**DATA TO PROCESS**
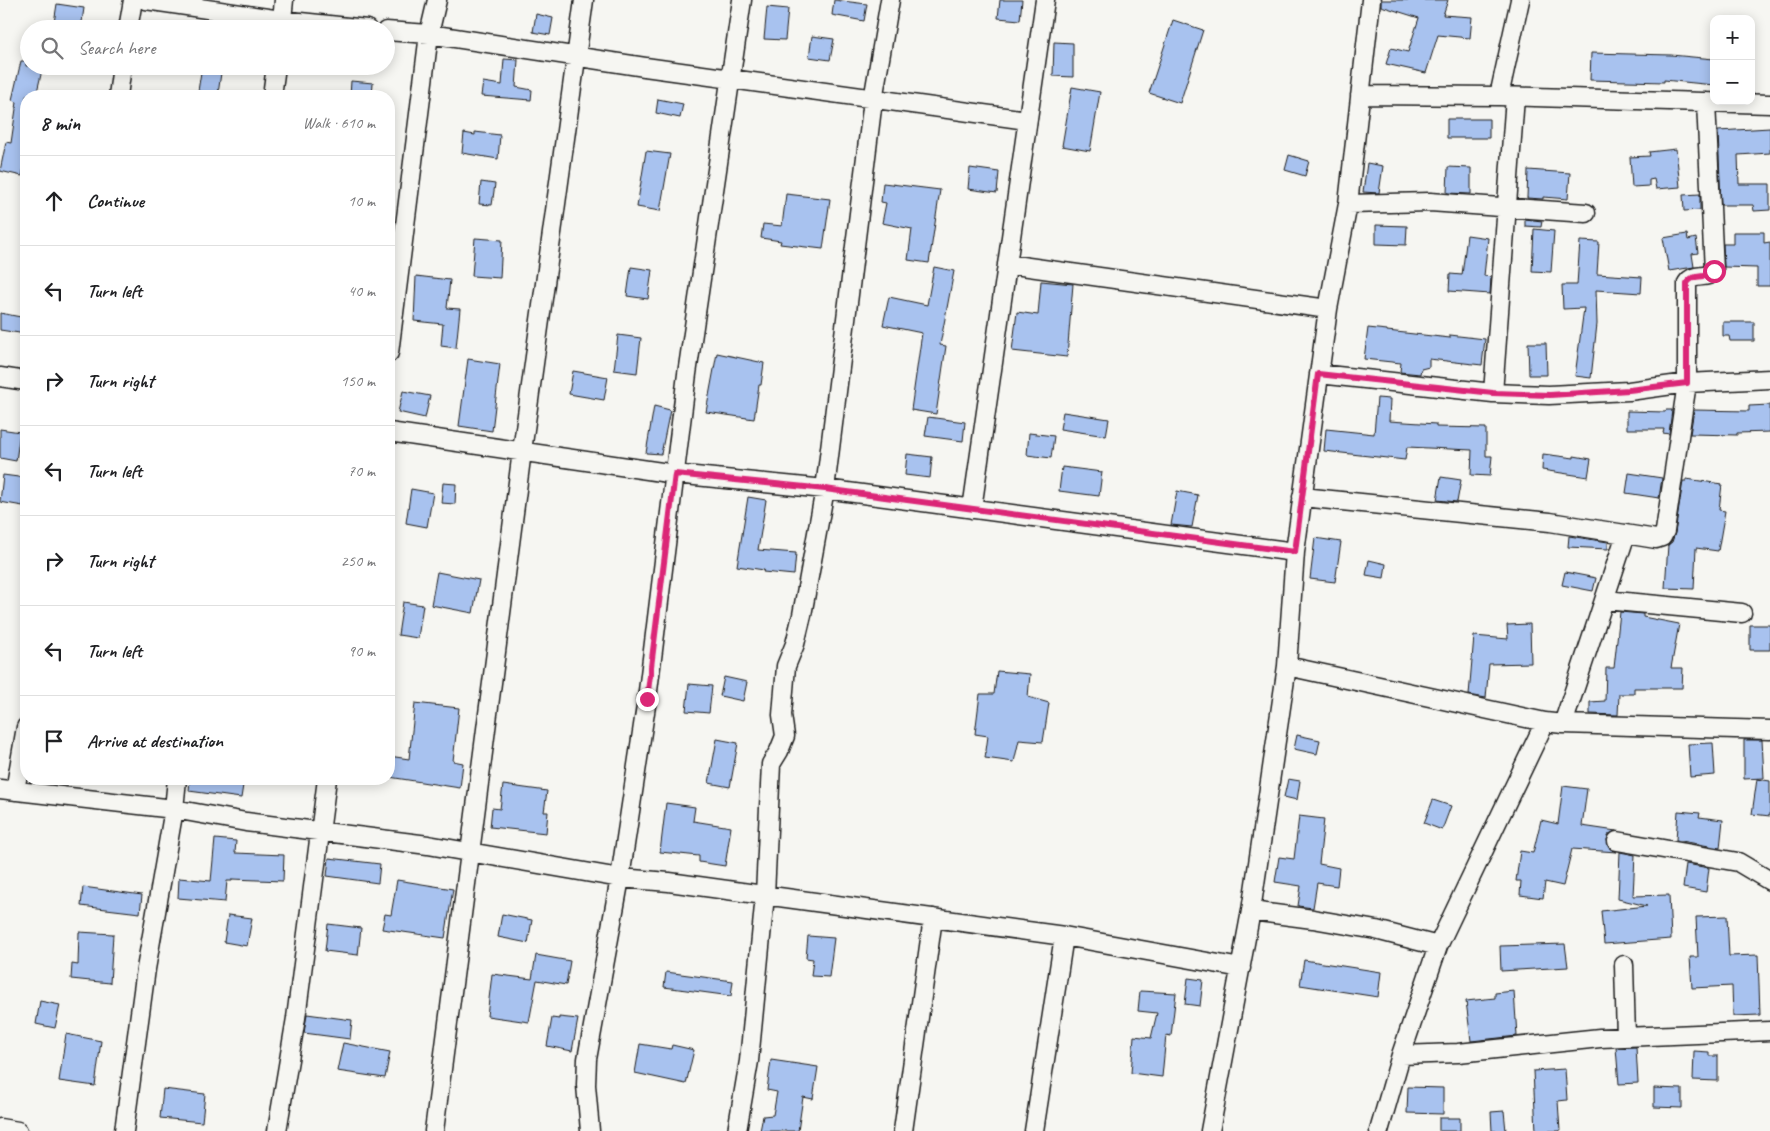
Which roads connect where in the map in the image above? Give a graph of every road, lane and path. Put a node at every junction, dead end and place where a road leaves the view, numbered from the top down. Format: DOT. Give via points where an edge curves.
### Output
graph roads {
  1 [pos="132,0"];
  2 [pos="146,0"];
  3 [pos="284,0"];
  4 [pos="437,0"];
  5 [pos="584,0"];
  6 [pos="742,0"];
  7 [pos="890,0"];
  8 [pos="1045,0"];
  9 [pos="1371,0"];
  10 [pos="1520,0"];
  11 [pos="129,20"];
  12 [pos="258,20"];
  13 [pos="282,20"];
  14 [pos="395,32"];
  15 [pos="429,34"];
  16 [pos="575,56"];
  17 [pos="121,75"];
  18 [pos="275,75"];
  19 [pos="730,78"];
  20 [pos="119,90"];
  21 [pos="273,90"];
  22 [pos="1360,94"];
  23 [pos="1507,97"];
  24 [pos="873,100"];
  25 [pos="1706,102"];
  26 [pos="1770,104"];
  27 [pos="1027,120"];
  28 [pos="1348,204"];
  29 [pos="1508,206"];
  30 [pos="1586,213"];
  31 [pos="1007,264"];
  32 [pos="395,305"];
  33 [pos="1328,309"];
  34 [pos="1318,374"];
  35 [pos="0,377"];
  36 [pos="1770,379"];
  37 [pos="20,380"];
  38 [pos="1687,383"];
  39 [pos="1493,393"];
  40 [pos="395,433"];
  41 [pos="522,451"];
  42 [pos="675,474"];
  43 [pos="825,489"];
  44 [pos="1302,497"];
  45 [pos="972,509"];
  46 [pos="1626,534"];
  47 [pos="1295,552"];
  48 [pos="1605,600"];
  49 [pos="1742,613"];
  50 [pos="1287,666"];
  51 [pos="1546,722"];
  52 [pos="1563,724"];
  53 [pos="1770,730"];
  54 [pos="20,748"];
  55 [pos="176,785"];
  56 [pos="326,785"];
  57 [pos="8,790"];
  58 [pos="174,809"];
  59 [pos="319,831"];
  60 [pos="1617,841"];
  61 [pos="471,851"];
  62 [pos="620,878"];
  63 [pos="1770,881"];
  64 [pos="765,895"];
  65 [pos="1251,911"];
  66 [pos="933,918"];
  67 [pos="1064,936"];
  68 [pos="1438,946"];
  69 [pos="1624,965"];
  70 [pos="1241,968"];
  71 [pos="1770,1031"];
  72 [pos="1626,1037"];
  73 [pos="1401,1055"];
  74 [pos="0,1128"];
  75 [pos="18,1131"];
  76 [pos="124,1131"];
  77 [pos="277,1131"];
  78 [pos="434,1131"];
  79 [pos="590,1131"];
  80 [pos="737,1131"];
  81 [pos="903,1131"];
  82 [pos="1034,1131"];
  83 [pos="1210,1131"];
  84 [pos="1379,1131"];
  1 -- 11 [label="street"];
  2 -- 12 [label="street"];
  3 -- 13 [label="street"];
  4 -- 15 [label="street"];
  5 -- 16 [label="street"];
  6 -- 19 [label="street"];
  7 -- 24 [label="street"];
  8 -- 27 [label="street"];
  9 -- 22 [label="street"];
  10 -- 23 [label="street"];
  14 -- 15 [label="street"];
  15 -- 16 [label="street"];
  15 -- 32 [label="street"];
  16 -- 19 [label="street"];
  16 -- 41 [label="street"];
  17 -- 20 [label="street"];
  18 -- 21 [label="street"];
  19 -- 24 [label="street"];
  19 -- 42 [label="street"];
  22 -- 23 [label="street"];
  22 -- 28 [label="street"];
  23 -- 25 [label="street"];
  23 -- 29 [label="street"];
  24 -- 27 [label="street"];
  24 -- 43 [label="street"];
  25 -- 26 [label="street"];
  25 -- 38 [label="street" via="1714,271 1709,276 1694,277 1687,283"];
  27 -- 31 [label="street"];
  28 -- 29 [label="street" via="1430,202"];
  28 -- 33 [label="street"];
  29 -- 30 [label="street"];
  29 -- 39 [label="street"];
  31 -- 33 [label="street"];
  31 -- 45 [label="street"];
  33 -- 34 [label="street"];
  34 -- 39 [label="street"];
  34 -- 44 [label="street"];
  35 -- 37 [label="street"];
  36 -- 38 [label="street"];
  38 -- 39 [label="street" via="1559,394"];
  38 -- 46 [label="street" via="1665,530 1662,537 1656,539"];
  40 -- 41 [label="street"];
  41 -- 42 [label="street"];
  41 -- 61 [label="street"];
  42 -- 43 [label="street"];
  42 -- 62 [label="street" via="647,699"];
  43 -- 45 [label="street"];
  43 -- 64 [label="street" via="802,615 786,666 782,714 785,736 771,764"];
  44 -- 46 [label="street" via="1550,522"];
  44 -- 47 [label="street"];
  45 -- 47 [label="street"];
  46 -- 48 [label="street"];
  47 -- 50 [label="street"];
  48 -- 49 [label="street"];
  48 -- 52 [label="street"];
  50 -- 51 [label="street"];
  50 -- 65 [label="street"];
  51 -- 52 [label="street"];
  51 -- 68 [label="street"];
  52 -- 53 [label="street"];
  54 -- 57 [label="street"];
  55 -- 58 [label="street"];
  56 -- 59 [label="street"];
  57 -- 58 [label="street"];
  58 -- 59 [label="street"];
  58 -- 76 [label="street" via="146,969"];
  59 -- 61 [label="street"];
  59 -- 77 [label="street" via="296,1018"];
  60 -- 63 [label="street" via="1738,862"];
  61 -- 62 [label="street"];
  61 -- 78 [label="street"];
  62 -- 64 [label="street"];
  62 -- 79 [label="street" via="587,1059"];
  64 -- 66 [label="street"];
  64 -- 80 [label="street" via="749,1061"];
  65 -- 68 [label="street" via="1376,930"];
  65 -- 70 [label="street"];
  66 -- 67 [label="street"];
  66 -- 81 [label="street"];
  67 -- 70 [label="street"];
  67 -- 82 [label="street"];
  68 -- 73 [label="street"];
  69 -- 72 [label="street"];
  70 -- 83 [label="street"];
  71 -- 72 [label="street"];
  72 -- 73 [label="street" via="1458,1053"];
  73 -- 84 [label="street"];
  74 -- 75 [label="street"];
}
==
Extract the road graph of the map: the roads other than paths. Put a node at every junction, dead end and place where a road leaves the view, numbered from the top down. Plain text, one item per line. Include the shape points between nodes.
---
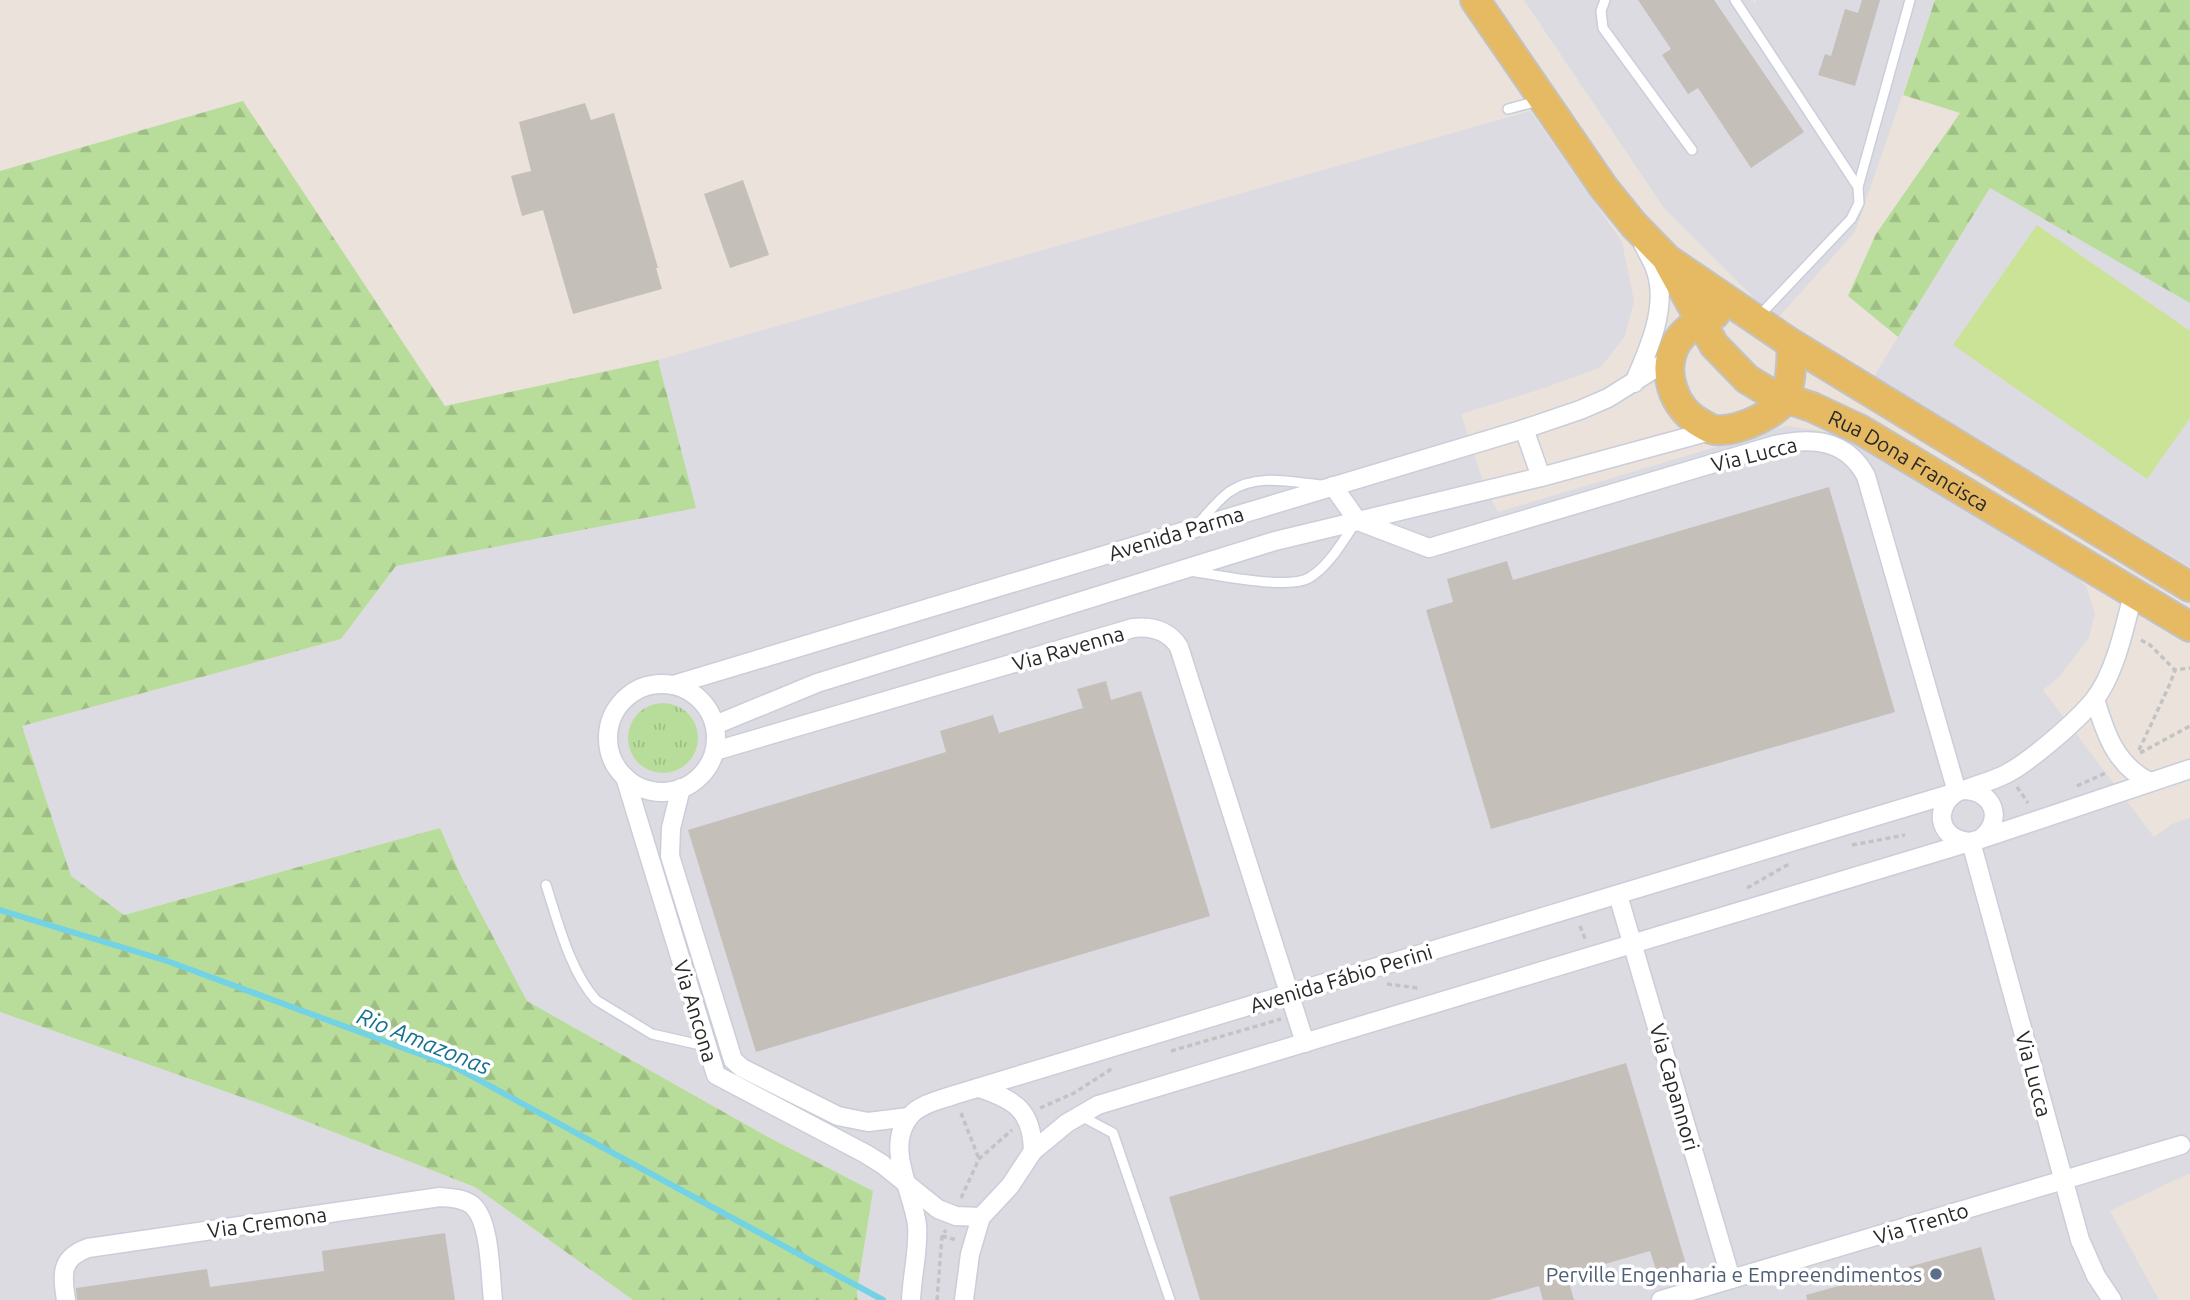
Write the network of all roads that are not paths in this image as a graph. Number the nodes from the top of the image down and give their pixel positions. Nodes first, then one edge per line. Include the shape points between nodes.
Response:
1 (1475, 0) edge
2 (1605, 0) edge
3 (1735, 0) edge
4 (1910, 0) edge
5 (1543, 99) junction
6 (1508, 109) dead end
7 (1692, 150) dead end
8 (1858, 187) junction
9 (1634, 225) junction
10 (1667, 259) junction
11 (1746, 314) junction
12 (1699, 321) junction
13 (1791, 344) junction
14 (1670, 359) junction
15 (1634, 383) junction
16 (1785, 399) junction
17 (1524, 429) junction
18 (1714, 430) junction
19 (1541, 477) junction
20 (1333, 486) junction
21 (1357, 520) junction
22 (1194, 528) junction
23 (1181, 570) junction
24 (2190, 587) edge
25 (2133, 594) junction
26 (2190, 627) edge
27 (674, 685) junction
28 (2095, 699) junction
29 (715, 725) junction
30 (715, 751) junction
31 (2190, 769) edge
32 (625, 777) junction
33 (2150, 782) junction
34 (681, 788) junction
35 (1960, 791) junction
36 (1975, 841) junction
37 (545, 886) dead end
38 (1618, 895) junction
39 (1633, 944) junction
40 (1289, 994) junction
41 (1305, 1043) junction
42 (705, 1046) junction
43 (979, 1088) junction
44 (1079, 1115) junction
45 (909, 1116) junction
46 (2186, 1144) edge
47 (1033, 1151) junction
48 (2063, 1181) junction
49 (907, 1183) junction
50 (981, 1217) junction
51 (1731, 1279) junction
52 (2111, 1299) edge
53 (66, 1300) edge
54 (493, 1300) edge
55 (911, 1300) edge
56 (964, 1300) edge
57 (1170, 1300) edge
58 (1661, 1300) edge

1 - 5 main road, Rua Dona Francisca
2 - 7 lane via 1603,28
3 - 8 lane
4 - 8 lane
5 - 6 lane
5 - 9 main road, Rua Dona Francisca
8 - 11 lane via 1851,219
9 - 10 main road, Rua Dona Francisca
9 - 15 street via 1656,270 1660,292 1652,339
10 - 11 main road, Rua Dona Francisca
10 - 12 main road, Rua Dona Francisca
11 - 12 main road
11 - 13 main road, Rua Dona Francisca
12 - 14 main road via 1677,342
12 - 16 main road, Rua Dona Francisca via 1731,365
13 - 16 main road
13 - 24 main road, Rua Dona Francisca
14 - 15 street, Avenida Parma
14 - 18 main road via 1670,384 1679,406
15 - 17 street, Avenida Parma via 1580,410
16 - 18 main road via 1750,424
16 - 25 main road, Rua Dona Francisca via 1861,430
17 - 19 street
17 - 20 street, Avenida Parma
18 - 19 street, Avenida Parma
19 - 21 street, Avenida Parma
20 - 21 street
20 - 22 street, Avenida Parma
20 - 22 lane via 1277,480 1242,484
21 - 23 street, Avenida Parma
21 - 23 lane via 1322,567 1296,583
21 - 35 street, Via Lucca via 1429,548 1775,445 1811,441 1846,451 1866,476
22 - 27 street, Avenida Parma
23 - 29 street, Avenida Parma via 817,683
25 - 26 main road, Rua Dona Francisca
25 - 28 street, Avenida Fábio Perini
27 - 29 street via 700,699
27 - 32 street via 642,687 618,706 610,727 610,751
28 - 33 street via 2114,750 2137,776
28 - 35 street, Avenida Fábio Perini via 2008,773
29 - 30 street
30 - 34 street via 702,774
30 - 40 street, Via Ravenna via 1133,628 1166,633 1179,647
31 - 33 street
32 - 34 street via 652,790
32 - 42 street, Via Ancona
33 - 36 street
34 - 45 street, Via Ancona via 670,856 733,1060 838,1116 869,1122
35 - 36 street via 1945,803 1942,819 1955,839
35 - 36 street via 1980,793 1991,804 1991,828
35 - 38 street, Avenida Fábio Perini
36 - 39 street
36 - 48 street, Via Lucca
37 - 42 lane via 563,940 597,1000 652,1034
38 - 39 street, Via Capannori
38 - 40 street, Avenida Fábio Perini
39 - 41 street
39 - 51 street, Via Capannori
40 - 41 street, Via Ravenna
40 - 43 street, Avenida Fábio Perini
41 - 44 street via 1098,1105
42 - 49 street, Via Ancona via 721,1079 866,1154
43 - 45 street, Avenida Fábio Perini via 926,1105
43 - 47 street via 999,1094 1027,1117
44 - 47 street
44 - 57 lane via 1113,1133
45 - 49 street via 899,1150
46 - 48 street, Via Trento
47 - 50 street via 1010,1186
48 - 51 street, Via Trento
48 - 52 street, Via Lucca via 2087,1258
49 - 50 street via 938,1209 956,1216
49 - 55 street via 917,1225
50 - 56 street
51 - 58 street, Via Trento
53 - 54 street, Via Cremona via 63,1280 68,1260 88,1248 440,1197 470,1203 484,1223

**WORK ITEM**
Could you give the number of lines in the entries that contain the string "where"? Only the number, please.

**RESPONSE TO THE EXERCISE**
2